2265 - Developing Standardized Online Adaptive Automated Templates for Ongoing Clinical Trials: Methodology from the Janus Rectal Cancer Trial
Presenter(s)
Y. F. Wang1, J. Pasetsky1, A. C. Riegel1, V. Arora1, T. Ivanova1, M. Price1, D. P. Horowitz1, T. J. FitzGerald2, and L. A. Kachnic1; 1Department of Radiation Oncology, Columbia University Irving Medical Center, New York, NY, 2University of Massachusetts Chan Medical School, Worcester, MA
Purpose/Objective(s): Online adaptive radiation therapy (OART) enhances treatment precision by adapting to daily anatomical variations. However, the lack of standardized OART templates and guidelines has impeded its adoption in clinical trials. We hypothesize that a standardized OART planning template can be developed and integrated into an existing trial without compromising radiation compliance or treatment efficiency.

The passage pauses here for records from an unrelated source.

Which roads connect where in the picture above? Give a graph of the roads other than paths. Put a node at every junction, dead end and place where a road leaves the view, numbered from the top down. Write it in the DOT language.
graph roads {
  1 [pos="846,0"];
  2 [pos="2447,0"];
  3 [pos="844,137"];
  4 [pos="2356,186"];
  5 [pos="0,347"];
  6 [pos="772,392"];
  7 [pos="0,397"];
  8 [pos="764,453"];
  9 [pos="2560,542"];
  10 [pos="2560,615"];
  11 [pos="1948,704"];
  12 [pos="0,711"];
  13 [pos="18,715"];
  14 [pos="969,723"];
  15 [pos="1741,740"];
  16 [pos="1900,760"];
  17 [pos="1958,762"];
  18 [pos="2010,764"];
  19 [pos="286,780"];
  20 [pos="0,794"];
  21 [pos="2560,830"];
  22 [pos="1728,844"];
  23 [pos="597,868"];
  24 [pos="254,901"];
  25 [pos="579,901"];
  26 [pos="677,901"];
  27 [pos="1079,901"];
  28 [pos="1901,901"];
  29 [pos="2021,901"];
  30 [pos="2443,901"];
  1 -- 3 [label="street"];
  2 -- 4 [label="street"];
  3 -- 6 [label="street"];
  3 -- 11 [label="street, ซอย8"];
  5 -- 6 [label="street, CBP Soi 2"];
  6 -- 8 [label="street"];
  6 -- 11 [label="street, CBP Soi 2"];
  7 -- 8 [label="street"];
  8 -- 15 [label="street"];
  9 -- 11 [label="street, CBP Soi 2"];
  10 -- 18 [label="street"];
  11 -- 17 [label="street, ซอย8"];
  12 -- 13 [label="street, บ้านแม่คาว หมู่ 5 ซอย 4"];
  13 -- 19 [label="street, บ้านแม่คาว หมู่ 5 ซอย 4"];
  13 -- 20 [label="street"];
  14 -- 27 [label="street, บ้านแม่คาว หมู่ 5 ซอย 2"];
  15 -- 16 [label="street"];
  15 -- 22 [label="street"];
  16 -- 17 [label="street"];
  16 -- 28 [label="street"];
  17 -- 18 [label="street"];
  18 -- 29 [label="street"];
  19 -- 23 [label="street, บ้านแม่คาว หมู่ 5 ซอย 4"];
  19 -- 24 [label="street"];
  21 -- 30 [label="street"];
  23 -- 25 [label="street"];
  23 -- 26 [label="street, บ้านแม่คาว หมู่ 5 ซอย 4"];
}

Materials/Methods: A multidisciplinary team, including our adaptive program’s radiation oncologists, physicists, and national quality assurance (QA) leadership, collaborated to develop a unique adaptive template for the JANUS Rectal Cancer Trial, a randomized phase II/III multi-institutional study on nonoperative management following total neoadjuvant therapy for locally advanced rectal cancer. Intensity modulated radiation was 4500 cGy in 25 fractions, plus a 900 cGy boost in 5 fractions. Three primary steps guided OART template design and integration. First, the adaptive workflow was defined by listing all procedural and technical requirements compliant with JANUS. Second, automated contours were designed per the trial’s radiation directives (e.g., CTV_54 = [GTV_54 + 1.5 cm margin] + mesorectum - sacrum - bladder - muscle). Lastly, constraints were prioritized in the automated template based on protocol-defined tumor and organs at risk (OAR) dose limits, ensuring consistent plan quality for adaptive fractions. Time from initial CBCT to beam-on was recorded and dosimetric comparisons between adaptive and non-adaptive plans over 30 fractions were performed using a two-sided t-test (a = 0.05).
Results: OART was successfully implemented for a JANUS trial patient, meeting all protocol requirements and receiving QA approval. The time from initial CBCT to beam-on ranged from 16 to 19 minutes. Using the adaptive plan, dosimetric comparisons revealed significantly improved target coverage for both PTV_4500 (p < 0.001) and PTV_5400 (p < 0.001), with the median V100% for PTV_5400 increasing from 89.3% (interquartile range: 86.4–91.7%) to 99% (98.7–99.1%). Bladder sparing was also enhanced (p < 0.001), as V3500 decreased from 40.3% (37.5–42.3%) to 29.7% (27.9–31.1%). Deformable-registration–based accumulated dose analysis was performed for validation and trial reporting. Target coverage improved, and OAR dose was lower in accumulated adaptive plans versus scheduled plans. The patient achieved a clinical complete response based on MRI, sigmoidoscopy and ctDNA assay with normal anorectal and urinary function.
Conclusion: Our findings demonstrate the feasibility and potential clinical benefit of incorporating OART using a standardized template in a complex radiation trial. This practical framework underscores the importance of structured guidelines for widespread OART adoption.
JANUS Rectal Cancer Trial ID: NCT05610163, and IRB: AAAU6635.